Popular Animutation Characters[edit]
- Colin Mochrie: Comedic genius and practically the face of animutation. Is aware of his prominence in the artform.
- Jay Jay the Jet Plane: Star of the weird children's show of the same name, whose starring role in Hyakugojyuuichi catapulted him to animutation stardom.
- Mario: The second most frequently used character.
- Pikachu: Given Pokemon's prominence in pop culture and in animutation, Pikachu sightings were to be expected.
- Matthew Lesko: Zany infomercial figure recognizable by his question mark-dotted outfits. Like Mochrie, is aware of his role in animutation.

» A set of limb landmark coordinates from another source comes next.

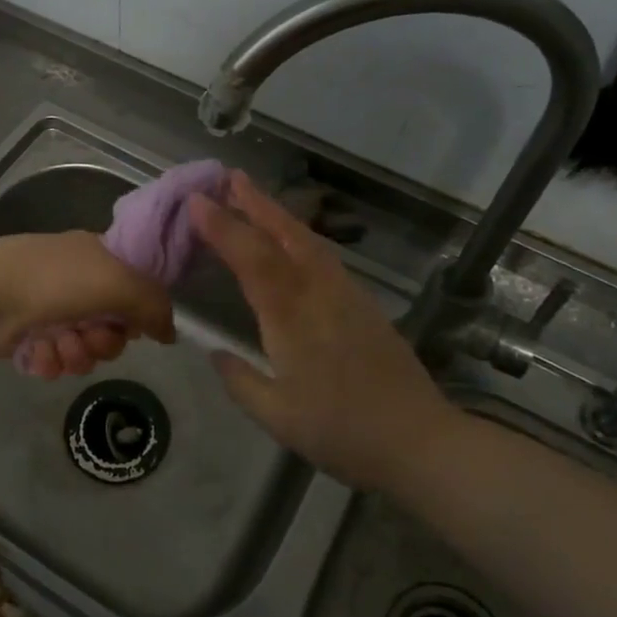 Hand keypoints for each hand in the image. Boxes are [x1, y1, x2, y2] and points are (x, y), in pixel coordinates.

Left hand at [0, 232, 174, 377]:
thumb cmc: (56, 280)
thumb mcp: (119, 282)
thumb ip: (154, 306)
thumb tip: (169, 333)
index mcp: (99, 257)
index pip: (135, 290)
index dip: (136, 313)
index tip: (130, 324)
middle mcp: (77, 282)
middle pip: (112, 329)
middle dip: (104, 341)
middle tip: (88, 336)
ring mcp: (50, 310)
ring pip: (84, 349)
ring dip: (76, 354)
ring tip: (57, 344)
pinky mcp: (27, 336)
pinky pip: (56, 361)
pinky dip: (49, 361)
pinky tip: (37, 352)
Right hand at [188, 172, 457, 490]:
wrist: (419, 440)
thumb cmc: (342, 431)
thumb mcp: (278, 417)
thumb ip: (240, 381)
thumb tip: (215, 353)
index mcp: (291, 315)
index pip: (251, 258)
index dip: (223, 227)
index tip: (197, 200)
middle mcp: (318, 292)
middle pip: (284, 234)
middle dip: (255, 203)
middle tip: (230, 177)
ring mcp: (345, 293)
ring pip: (308, 240)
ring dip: (278, 214)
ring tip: (255, 197)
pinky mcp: (363, 303)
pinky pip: (323, 255)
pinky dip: (300, 235)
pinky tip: (293, 240) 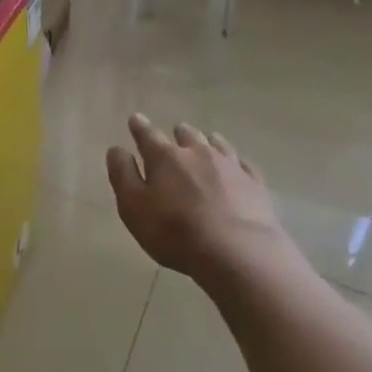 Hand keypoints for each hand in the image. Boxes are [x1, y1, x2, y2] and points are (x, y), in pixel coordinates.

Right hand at [106, 114, 285, 281]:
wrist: (237, 252)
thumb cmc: (175, 232)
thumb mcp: (134, 208)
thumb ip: (123, 175)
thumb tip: (117, 149)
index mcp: (165, 157)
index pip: (148, 134)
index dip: (139, 127)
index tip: (135, 119)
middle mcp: (198, 152)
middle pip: (186, 135)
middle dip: (177, 134)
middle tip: (174, 136)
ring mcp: (230, 165)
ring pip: (216, 143)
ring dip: (206, 143)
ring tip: (205, 144)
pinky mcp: (254, 182)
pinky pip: (242, 164)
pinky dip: (235, 162)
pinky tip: (236, 167) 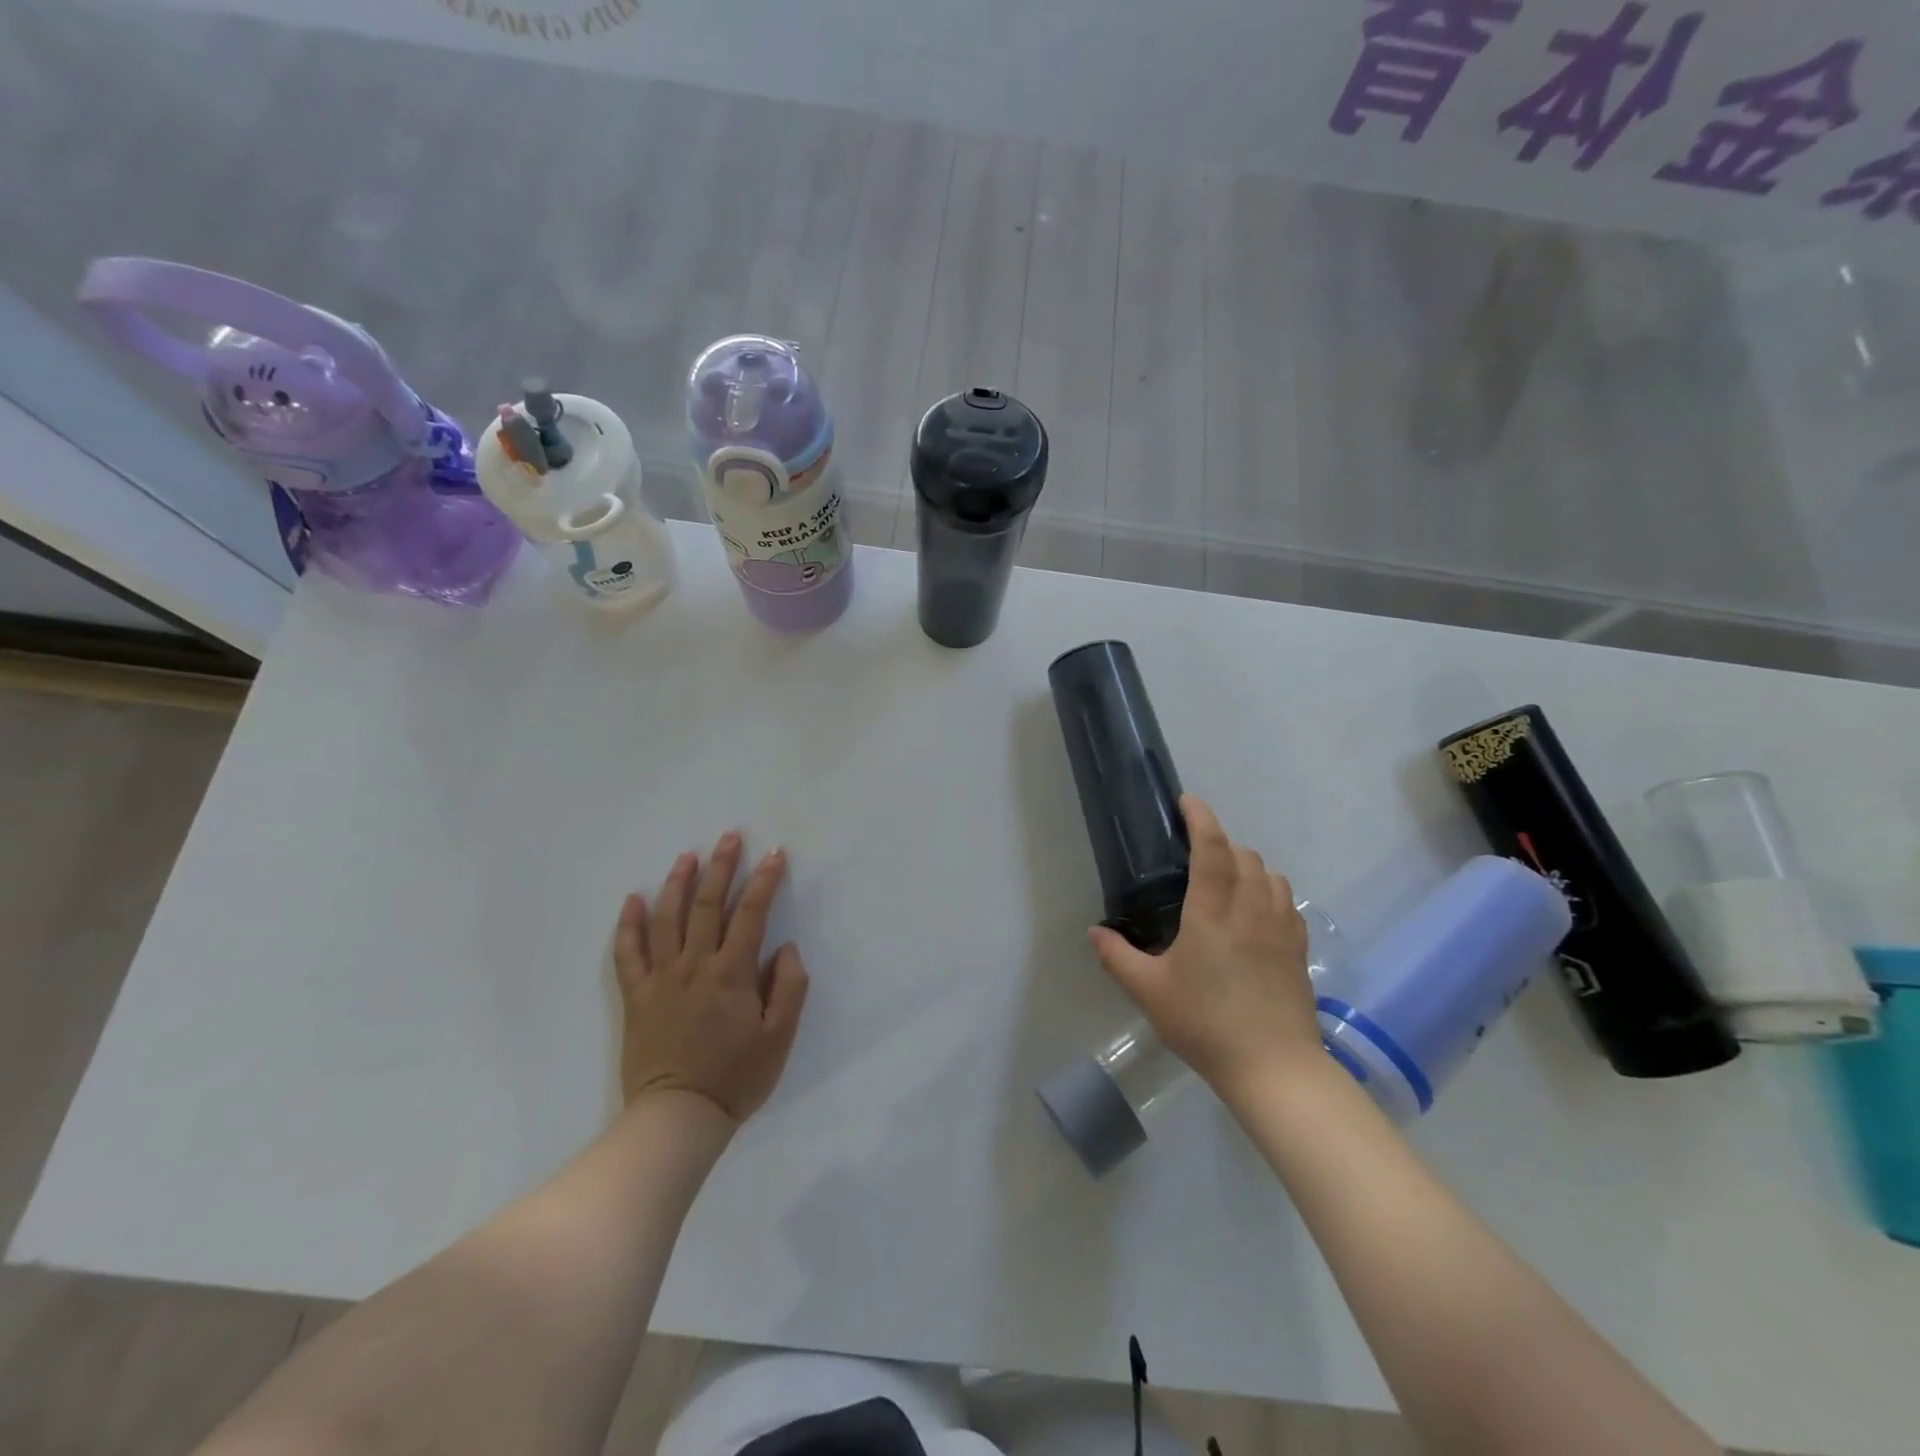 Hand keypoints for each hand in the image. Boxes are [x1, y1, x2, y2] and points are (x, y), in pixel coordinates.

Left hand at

- Alex Chiu: An eccentric inventor behind what he claims to be "Immortality Rings". In fairness to him, he's still alive, so he hasn't yet been proven wrong.
- Jesus H. Christ: Not the usual depiction of Jesus, but rather a Jesus action figure specifically referred to as "Jesus H. Christ".
- Hello Kitty: The best known of Sanrio's cute characters, Hello Kitty is mostly seen in animutation via a specific dancing gif.
- Harry Potter: Harry's face from the cover of Harry Potter and the Goblet of Fire appears in Hyakugojyuuichi, and is the most common way he appears.
- Adolf Hitler: Historical monster mocked in many an animutation.
- George W. Bush: You couldn't walk five feet in 2000s Internet without bumping into a flash movie parodying Dubya. Animutations were not exempt.
Notable Animutators[edit]
- Neil Cicierega: The father of the artform, who remains a relevant and influential figure in Internet culture to this day.
- Andrew Kepple: Merged the traditional animutation style with his own Flash animation talents. Best known for his Colin Mochrie vs. Jesus H. Christ trilogy, the personal favorite animutations of Colin Mochrie himself.
- Toxic AKA Bob Barker: Released a number of popular animutations, culminating with the energetic Chocolate Niblet Beans - the rare animutation to substantially utilize Flash's random object functions.
- Drunk Magikoopa: A love-it-or-hate-it figure in the animutation community - loved by many for his eccentric brand of humor; hated by those who didn't have the stomach for his usage of shock images. Those who were fans of his animutations also had the perk of knowing he was Twitter sensation dril years before the rest of the Internet caught on.
- Dwedit: Made five animutations, with his two best-regarded being Suzukisan and JamezBond.
- Veloso: Though he only made three animutations, his Irrational Exuberance, a tale of economics, fruit, and yatta, was among the most popular.
- Robinson Wilburn: Made two full animutations (plus an animutation segment of a larger video), and the first to use Alex Chiu, making him the rare case of a non-Cicierega animutator introducing a new character into the animutation canon.
- Kelenar: Packed perhaps the most energy and subliminal messaging into his animutations, with A Sticky Night of Love his most popular.